People have looked at building things up — back around 1976 or '77, when they first had some high-power lasers, they tried to build up things. There was a research contract at Pratt and Whitney from the Office of Naval Research to use this very proprietary high-power laser to build things up like we were doing with electron beams, to try to make turbine discs. A turbine disc could be worth $100,000 a piece. The problem was you're laying down such thin layers and you have residual stresses. They were laying down 15 pounds a day, which is not very much when you start talking about a thousand-pound turbine disc that you're going to machine to a smaller weight. People are still trying. After 35 years, there's a whole new generation of people who refuse to believe that the people before them were not completely stupid. They believe they were stupid and they can make it work. So today additive manufacturing is one of the buzzwords.
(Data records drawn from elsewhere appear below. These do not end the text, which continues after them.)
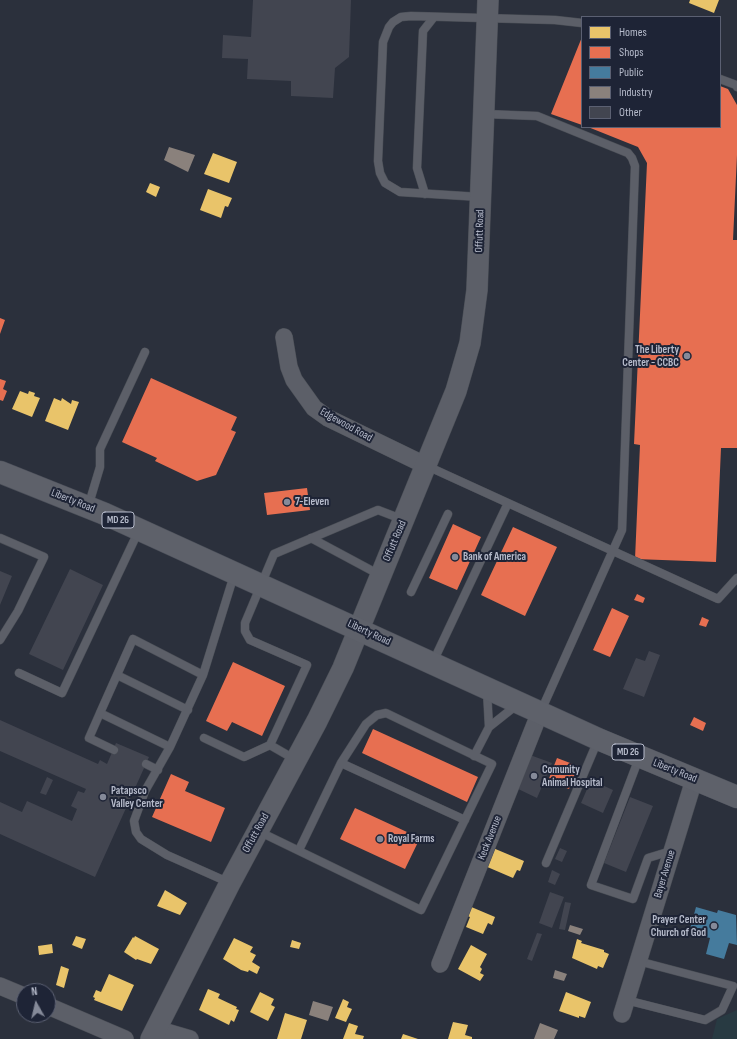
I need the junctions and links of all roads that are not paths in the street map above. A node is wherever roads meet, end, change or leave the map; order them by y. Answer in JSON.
{"nodes":[{"id":1,"x":488,"y":9,"type":"edge"},
{"id":2,"x":434,"y":16,"type":"junction"},
{"id":3,"x":581,"y":23,"type":"edge"},
{"id":4,"x":721,"y":78,"type":"edge"},
{"id":5,"x":737,"y":87,"type":"edge"},
{"id":6,"x":484,"y":114,"type":"junction"},
{"id":7,"x":424,"y":194,"type":"junction"},
{"id":8,"x":481,"y":197,"type":"junction"},
{"id":9,"x":284,"y":337,"type":"dead end"},
{"id":10,"x":145,"y":352,"type":"dead end"},
{"id":11,"x":427,"y":466,"type":"junction"},
{"id":12,"x":0,"y":472,"type":"edge"},
{"id":13,"x":508,"y":503,"type":"junction"},
{"id":14,"x":88,"y":507,"type":"junction"},
{"id":15,"x":448,"y":514,"type":"dead end"},
{"id":16,"x":404,"y":520,"type":"junction"},
{"id":17,"x":139,"y":529,"type":"junction"},
{"id":18,"x":0,"y":538,"type":"edge"},
{"id":19,"x":311,"y":538,"type":"junction"},
{"id":20,"x":613,"y":551,"type":"junction"},
{"id":21,"x":234,"y":572,"type":"junction"},
{"id":22,"x":380,"y":575,"type":"junction"},
{"id":23,"x":737,"y":578,"type":"edge"},
{"id":24,"x":261,"y":584,"type":"junction"},
{"id":25,"x":410,"y":592,"type":"dead end"},
{"id":26,"x":358,"y":629,"type":"junction"},
{"id":27,"x":0,"y":640,"type":"edge"},
{"id":28,"x":433,"y":663,"type":"junction"},
{"id":29,"x":19,"y":673,"type":"dead end"},
{"id":30,"x":202,"y":674,"type":"junction"},
{"id":31,"x":117,"y":675,"type":"junction"},
{"id":32,"x":487,"y":688,"type":"junction"},
{"id":33,"x":520,"y":703,"type":"junction"},
{"id":34,"x":188,"y":710,"type":"junction"},
{"id":35,"x":540,"y":712,"type":"junction"},
{"id":36,"x":100,"y":714,"type":"junction"},
{"id":37,"x":489,"y":727,"type":"junction"},
{"id":38,"x":204,"y":738,"type":"dead end"},
{"id":39,"x":598,"y":739,"type":"junction"},
{"id":40,"x":270,"y":745,"type":"junction"},
{"id":41,"x":170,"y":747,"type":"junction"},
{"id":42,"x":114,"y":750,"type":"dead end"},
{"id":43,"x":474,"y":756,"type":"junction"},
{"id":44,"x":639,"y":756,"type":"junction"},
{"id":45,"x":296,"y":761,"type":"junction"},
{"id":46,"x":341,"y":763,"type":"junction"},
{"id":47,"x":146,"y":764,"type":"dead end"},
{"id":48,"x":158,"y":770,"type":"junction"},
{"id":49,"x":694,"y":780,"type":"junction"},
{"id":50,"x":737,"y":797,"type":"edge"},
{"id":51,"x":465,"y":820,"type":"junction"},
{"id":52,"x":258,"y":830,"type":"junction"},
{"id":53,"x":299,"y":850,"type":"junction"},
{"id":54,"x":672,"y":851,"type":"junction"},
{"id":55,"x":546,"y":863,"type":"dead end"},
{"id":56,"x":230,"y":882,"type":"junction"},
{"id":57,"x":638,"y":961,"type":"junction"},
{"id":58,"x":440,"y":964,"type":"dead end"},
{"id":59,"x":0,"y":986,"type":"edge"},
{"id":60,"x":735,"y":986,"type":"edge"},
{"id":61,"x":16,"y":993,"type":"edge"},
{"id":62,"x":624,"y":1007,"type":"joint"},
{"id":63,"x":56,"y":1009,"type":"edge"},
{"id":64,"x":154,"y":1034,"type":"edge"},
{"id":65,"x":125,"y":1039,"type":"edge"},
{"id":66,"x":190,"y":1039,"type":"edge"}],
"edges":[{"from":1,"to":2,"type":"lane"},
{"from":1,"to":3,"type":"lane"},
{"from":1,"to":6,"type":"street","name":"Offutt Road"},
{"from":2,"to":7,"type":"lane"},
{"from":2,"to":7,"type":"lane"},
{"from":4,"to":5,"type":"lane"},
{"from":6,"to":8,"type":"street","name":"Offutt Road"},
{"from":6,"to":20,"type":"lane"},
{"from":7,"to":8,"type":"lane"},
{"from":8,"to":11,"type":"street","name":"Offutt Road"},
{"from":9,"to":11,"type":"street","name":"Edgewood Road"},
{"from":10,"to":14,"type":"lane"},
{"from":11,"to":13,"type":"lane"},
{"from":11,"to":16,"type":"street","name":"Offutt Road"},
{"from":12,"to":14,"type":"main road","name":"Liberty Road","number":"MD 26"},
{"from":13,"to":20,"type":"lane"},
{"from":13,"to":28,"type":"lane"},
{"from":14,"to":17,"type":"main road","name":"Liberty Road","number":"MD 26"},
{"from":15,"to":25,"type":"lane"},
{"from":16,"to":19,"type":"lane"},
{"from":16,"to":22,"type":"street","name":"Offutt Road"},
{"from":17,"to":21,"type":"main road","name":"Liberty Road","number":"MD 26"},
{"from":17,"to":29,"type":"lane"},
{"from":18,"to":27,"type":"lane"},
{"from":19,"to":22,"type":"lane"},
{"from":19,"to":24,"type":"lane"},
{"from":20,"to":23,"type":"lane"},
{"from":20,"to":35,"type":"lane"},
{"from":21,"to":24,"type":"main road","name":"Liberty Road","number":"MD 26"},
{"from":21,"to":30,"type":"lane"},
{"from":22,"to":26,"type":"street","name":"Offutt Road"},
{"from":24,"to":26,"type":"main road","name":"Liberty Road","number":"MD 26"},
{"from":24,"to":40,"type":"lane"},
{"from":26,"to":28,"type":"main road","name":"Liberty Road","number":"MD 26"},
{"from":26,"to":45,"type":"street","name":"Offutt Road"},
{"from":28,"to":32,"type":"main road","name":"Liberty Road","number":"MD 26"},
{"from":30,"to":31,"type":"lane"},
{"from":30,"to":34,"type":"lane"},
{"from":31,"to":34,"type":"lane"},
{"from":31,"to":36,"type":"lane"},
{"from":32,"to":33,"type":"main road","name":"Liberty Road","number":"MD 26"},
{"from":32,"to":37,"type":"lane"},
{"from":33,"to":35,"type":"main road","name":"Liberty Road","number":"MD 26"},
{"from":33,"to":37,"type":"lane"},
{"from":34,"to":41,"type":"lane"},
{"from":35,"to":39,"type":"main road","name":"Liberty Road","number":"MD 26"},
{"from":35,"to":58,"type":"street","name":"Keck Avenue"},
{"from":36,"to":41,"type":"lane"},
{"from":36,"to":42,"type":"lane"},
{"from":37,"to":43,"type":"lane"},
{"from":38,"to":40,"type":"lane"},
{"from":39,"to":44,"type":"main road","name":"Liberty Road","number":"MD 26"},
{"from":39,"to":55,"type":"lane"},
{"from":40,"to":45,"type":"lane"},
{"from":41,"to":48,"type":"lane"},
{"from":43,"to":46,"type":"lane"},
{"from":43,"to":51,"type":"lane"},
{"from":44,"to":49,"type":"main road","name":"Liberty Road","number":"MD 26"},
{"from":44,"to":54,"type":"lane"},
{"from":45,"to":52,"type":"street","name":"Offutt Road"},
{"from":46,"to":51,"type":"lane"},
{"from":46,"to":53,"type":"lane"},
{"from":47,"to":48,"type":"lane"},
{"from":48,"to":56,"type":"lane"},
{"from":49,"to":50,"type":"main road","name":"Liberty Road","number":"MD 26"},
{"from":49,"to":54,"type":"street","name":"Bayer Avenue"},
{"from":51,"to":53,"type":"lane"},
{"from":52,"to":53,"type":"lane"},
{"from":52,"to":56,"type":"street","name":"Offutt Road"},
{"from":54,"to":57,"type":"street","name":"Bayer Avenue"},
{"from":56,"to":64,"type":"street","name":"Offutt Road"},
{"from":57,"to":60,"type":"lane"},
{"from":57,"to":62,"type":"street","name":"Bayer Avenue"},
{"from":59,"to":61,"type":"street"},
{"from":60,"to":62,"type":"lane"},
{"from":63,"to":65,"type":"street"},
{"from":64,"to":66,"type":"street"}]}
People are trying to do what we were trying to do 20 years ago with electron beams.

AM_F2019_05 · Additive Manufacturing, Fall 2019 · §4.p2

The historical precedent for laser-based additive manufacturing — Pratt & Whitney demonstrated in 1975 that going slowly enough you can achieve 100% density. Tom uses this to anchor the claim that the physics has been known for over 40 years; what's new is the commercial packaging.

Depending on whether it's electron beam or laser powder bed — if you go back to Alex's chart of all the companies, and to his website, he actually has a video of laser powder bed or maybe electron beam, where you've got the powders, and you can see the process in a video. It's a very violent process. You're spitting out powders as you're melting powders, and you say, what kind of defects is that going to produce? But go look on the blog, and you'll see that because you're melting the metal, you get a better surface finish than a lot of things in the powder bed fusion. That's not a bad surface finish, better than most additive manufacturing parts. But the precision goes to hell because of the shrinkage. If you melt by directed energy deposition — which is what he calls what you're talking about — this surface actually should be better, except you've got all this little spatter of molten metal drops that land on the surface and introduce defects. Should it be a hundred percent dense? You can get close to a hundred percent if you go slow enough. If you try to go fast, you start getting molten metal spatter all over the place. But if you go slow enough, you can get 100 percent dense. Pratt & Whitney showed that in 1975 when they tried to make the laser disk — this is called laser glazing, and they just went around and around.

AM_F2019_03 · Additive Manufacturing, Fall 2019 · §10.p5

brief historical anchor — first attempt to additively manufacture a turbine disk, 1975, Pratt Whitney's 75 kW research laser, six-inch disk contract. Tom truncates and ends the lecture.

The first time they ever tried to make a disk by additive manufacturing was 1975. Pratt Whitney had the 75 kilowatt laser, sort of a research thing — it wasn't in the public domain, but he could really buy one. They had a big contract to make a six inch turbine disk. Anyway. Any questions in the class? No? Thanks for coming, Dave. Dave: Thank you, thanks for having me.